Some articles (A, An, The) were lacking, some are even misplaced. I'm strict when it comes to this, because no matter how small presence they seem to give, still they are important part of your sentence. Imagine a human body without feet, how could it walk? The logic is just somewhat similar to that. Hope you get what I mean.
I don't know if this was cause by my sleepiness or imagination but some consecutive parts appear to me like a ryhme or a lyrics of a rap song. Avoid using similar words as subjects consecutively. Try consulting a thesaurus, or use pronouns for they exist for such reason. Though I also suggests to avoid using similar consecutive pronouns. Commonality of words lessens the appeal of the contexts presented. It may bored your readers, which is not good for us as writers.

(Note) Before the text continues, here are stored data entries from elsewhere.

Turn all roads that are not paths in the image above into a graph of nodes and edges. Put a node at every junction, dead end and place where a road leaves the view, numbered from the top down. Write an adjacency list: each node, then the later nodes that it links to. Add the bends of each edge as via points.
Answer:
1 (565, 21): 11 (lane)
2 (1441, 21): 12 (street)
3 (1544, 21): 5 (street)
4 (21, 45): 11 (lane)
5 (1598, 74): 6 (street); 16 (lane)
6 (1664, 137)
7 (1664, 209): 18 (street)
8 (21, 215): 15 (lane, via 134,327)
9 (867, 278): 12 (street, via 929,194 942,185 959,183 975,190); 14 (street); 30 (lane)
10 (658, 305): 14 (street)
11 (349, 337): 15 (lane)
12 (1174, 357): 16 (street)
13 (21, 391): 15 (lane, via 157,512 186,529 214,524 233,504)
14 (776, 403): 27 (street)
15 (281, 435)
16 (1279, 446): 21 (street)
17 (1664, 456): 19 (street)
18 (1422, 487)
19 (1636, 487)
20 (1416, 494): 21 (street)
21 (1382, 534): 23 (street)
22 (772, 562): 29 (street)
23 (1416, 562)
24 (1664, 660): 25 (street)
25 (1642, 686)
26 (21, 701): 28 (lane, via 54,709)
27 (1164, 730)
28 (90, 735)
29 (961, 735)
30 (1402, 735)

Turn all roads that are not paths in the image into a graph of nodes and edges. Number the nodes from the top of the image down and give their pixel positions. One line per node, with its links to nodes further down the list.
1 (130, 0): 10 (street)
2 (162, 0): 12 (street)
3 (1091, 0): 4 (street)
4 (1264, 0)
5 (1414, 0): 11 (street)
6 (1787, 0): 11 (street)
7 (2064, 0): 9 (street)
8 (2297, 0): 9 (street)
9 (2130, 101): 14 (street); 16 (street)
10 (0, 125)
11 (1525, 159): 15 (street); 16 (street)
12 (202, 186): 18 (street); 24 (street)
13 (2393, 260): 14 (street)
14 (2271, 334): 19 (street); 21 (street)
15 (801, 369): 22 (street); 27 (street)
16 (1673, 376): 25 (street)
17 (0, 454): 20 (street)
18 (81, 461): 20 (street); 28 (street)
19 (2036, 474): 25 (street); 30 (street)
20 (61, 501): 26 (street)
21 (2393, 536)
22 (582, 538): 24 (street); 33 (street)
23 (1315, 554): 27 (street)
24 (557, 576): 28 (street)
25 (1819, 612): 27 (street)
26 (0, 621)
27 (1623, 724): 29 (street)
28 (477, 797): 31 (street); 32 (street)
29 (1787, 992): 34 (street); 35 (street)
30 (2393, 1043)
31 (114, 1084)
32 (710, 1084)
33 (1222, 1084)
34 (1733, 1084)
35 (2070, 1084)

I don’t consider emoticons to be a disadvantage, especially in tagalog stories, but to the kind of story you have moreover, it is english, I suggests that you must avoid putting such, because the way you describe the background of events is already enough to let the readers imagine the faces of the people around.
Here's the good part,
It has a good plot. It kept me interested since the start. All I can say is that it is not cliché, and I adore stories like that since they got originality. I like your idea, it seems to me that you've combine two or probably three worlds which were used to be separated into one. While reading, it made me say This story has a potential. I'm sure that if more people will get to read your story, they will most likely praise you for creating such. It is well-made, few grammar errors, with good sentence constructions. Settings, and other side events are well described and explained. I can clearly see the picture of the world you are trying to express.
We will be glad if you let us review more of your stories in the future,
I like writers like you, you possess the magic known as...originality.
Hope this helps. Ganbatte neh.
- Hihyo_Sejuru
YOU ARE READING
Promote Your Stories || Recommended Stories [BUSY]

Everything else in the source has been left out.